Und genau ist das Besondere an der Methode von Hao Yan, John H. Reif und Andrew J. Turberfield, die ihre Arbeit jetzt in der September-Ausgabe der Zeitschrift Angewandte Chemie (Band 37, S. 5014) vorgestellt haben: Die DNA-Stücke binden vorhersehbar an definierte Zielstrukturen. Die einzelnen Komponenten des Nano-Fließbandes sind ein doppelsträngiges DNA-Rückrat, an das drei bewegliche, doppelsträngige DNA-Arme gebunden sind, die nacheinander angeordnet sind, und ein Transporter, der auch aus einem DNA-Doppelstrang besteht. Weitere Zutaten sind spezielle Enzyme sowie der Energieträger ATP (Adenosintriphosphat).

Der Transporter ist zunächst an den ersten Arm gebunden. An dem freien Ende des Transporters ist der eine Strang etwas länger als der andere. Auf diese Weise entstehen so genannte sticky ends, also klebrige Enden, die an andere freie DNA-Enden binden können. Man kann sich das Prinzip der klebrigen Enden wie die zwei Teile eines Klettverschlusses vorstellen. Die passenden Gegenstücke zu dem freien Ende des Transporters sind die freien Enden des zweiten und dritten Arms.
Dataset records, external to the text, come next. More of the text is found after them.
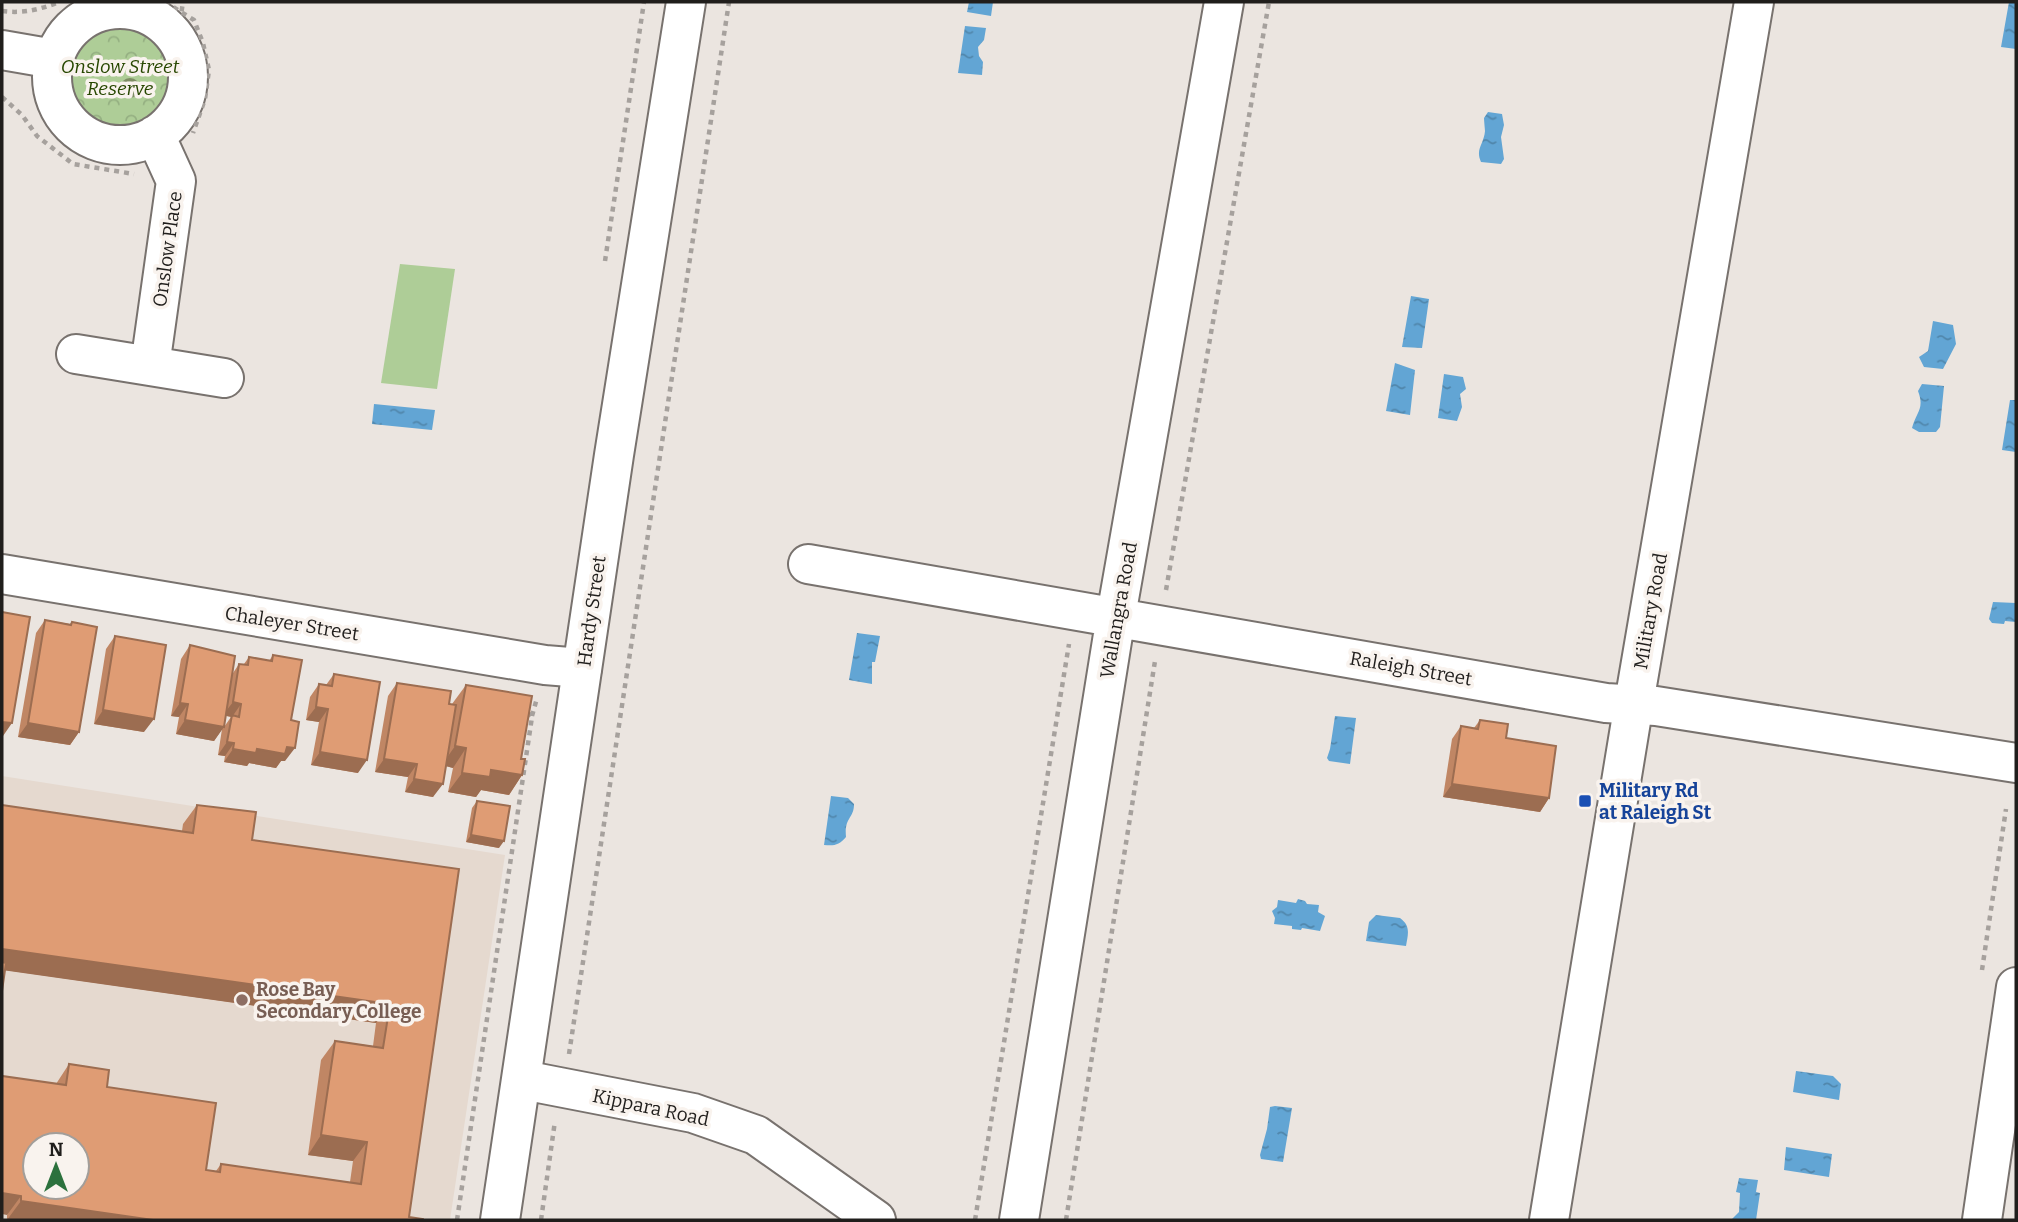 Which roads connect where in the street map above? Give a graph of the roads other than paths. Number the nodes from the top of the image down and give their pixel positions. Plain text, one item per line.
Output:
1 (686, 2) edge
2 (1224, 2) edge
3 (1754, 2) edge
4 (2, 50) edge
5 (54, 58) junction
6 (161, 150) junction
7 (76, 354) dead end
8 (150, 366) junction
9 (224, 378) dead end
10 (808, 564) dead end
11 (2, 575) edge
12 (1116, 616) junction
13 (582, 668) junction
14 (1634, 703) junction
15 (2016, 763) edge
16 (2016, 987) edge
17 (523, 1080) junction
18 (500, 1220) edge
19 (876, 1220) edge
20 (1019, 1220) edge
21 (1549, 1220) edge
22 (1982, 1220) edge

1 - 13 street, Hardy Street
2 - 12 street, Wallangra Road
3 - 14 street, Military Road
4 - 5 street
5 - 6 street
5 - 6 street
6 - 8 street, Onslow Place
7 - 8 street
8 - 9 street
10 - 12 street, Raleigh Street
11 - 13 street, Chaleyer Street
12 - 14 street, Raleigh Street
12 - 20 street, Wallangra Road
13 - 17 street, Hardy Street
14 - 15 street, Raleigh Street
14 - 21 street, Military Road
16 - 22 street
17 - 18 street, Hardy Street
17 - 19 street, Kippara Road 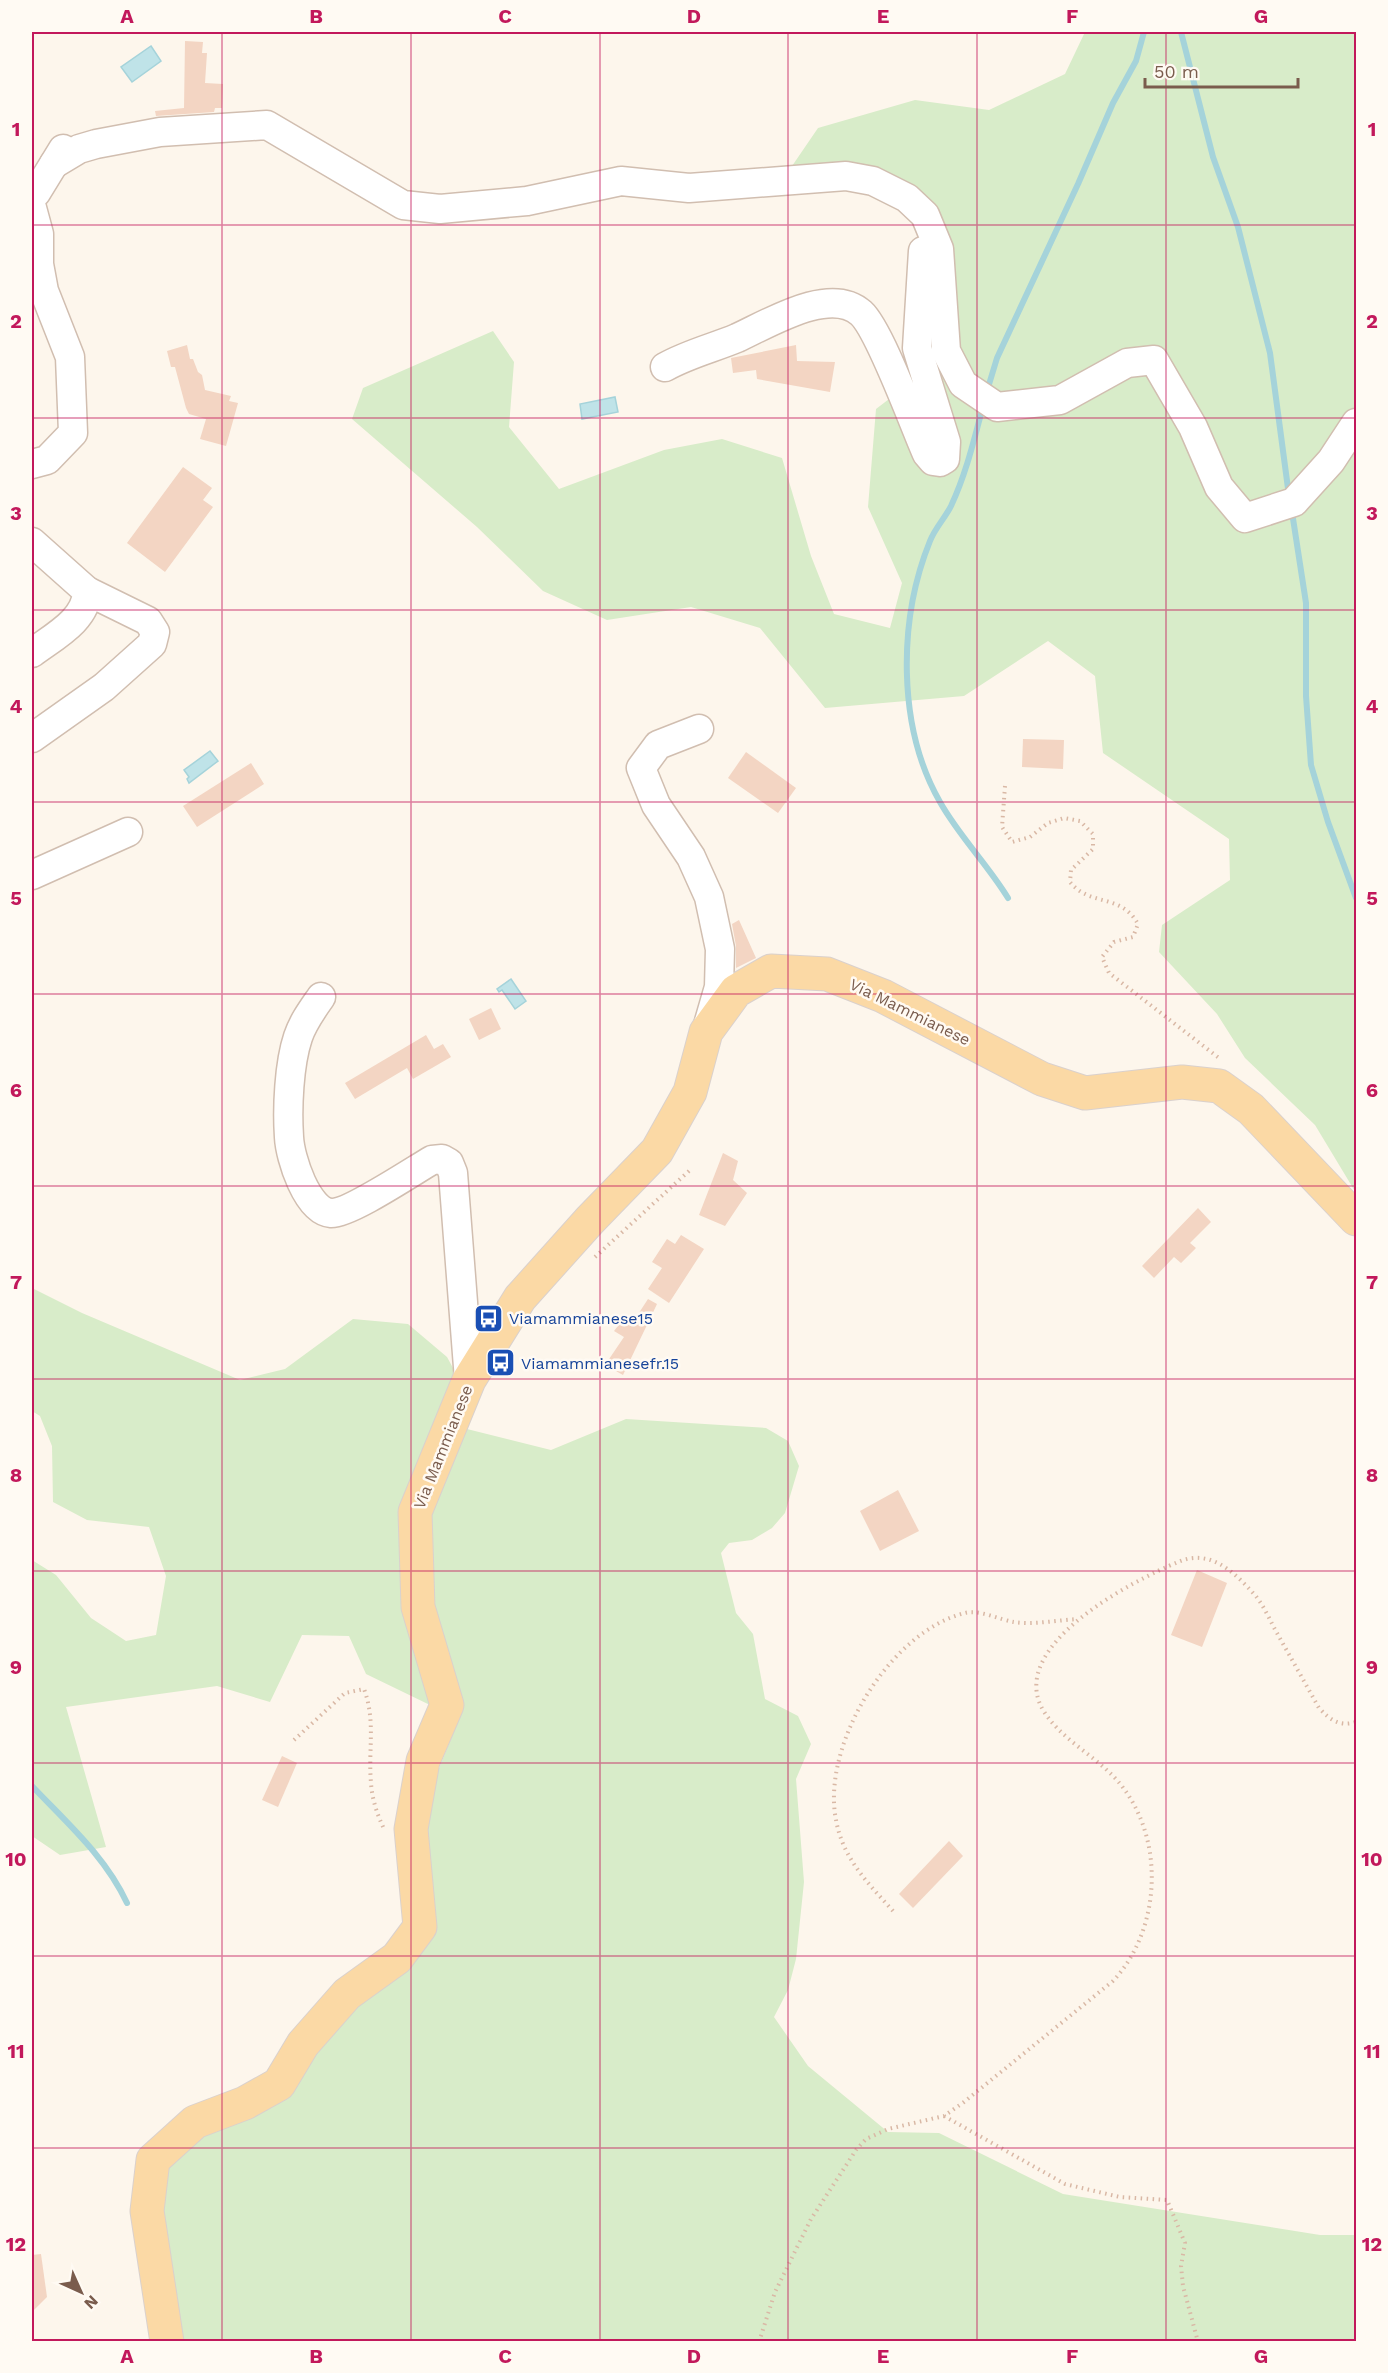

Klappen nun der erste und der zweite Arm so um, dass sie gegenüber liegen, kann der Transporter an das freie Ende des zweiten Arms binden. Ein Enzym, eine Ligase, verknüpft die freien Enden, und der Transporter verbindet die beiden Arme. Ein anderes Enzym, eine Nuklease, koppelt dann den Transporter von dem ersten Arm ab. Das Enzym schneidet die DNA so, dass wieder überstehende Enden entstehen. Nun ist der Transporter nur noch mit dem zweiten Arm verbunden und kann an den dritten Arm weitergegeben werden. Noch ist der DNA-Transporter mit einer Größe von drei Basenpaaren recht klein und die Transportstrecke kurz, aber die Forscher arbeiten bereits an einer längeren Version.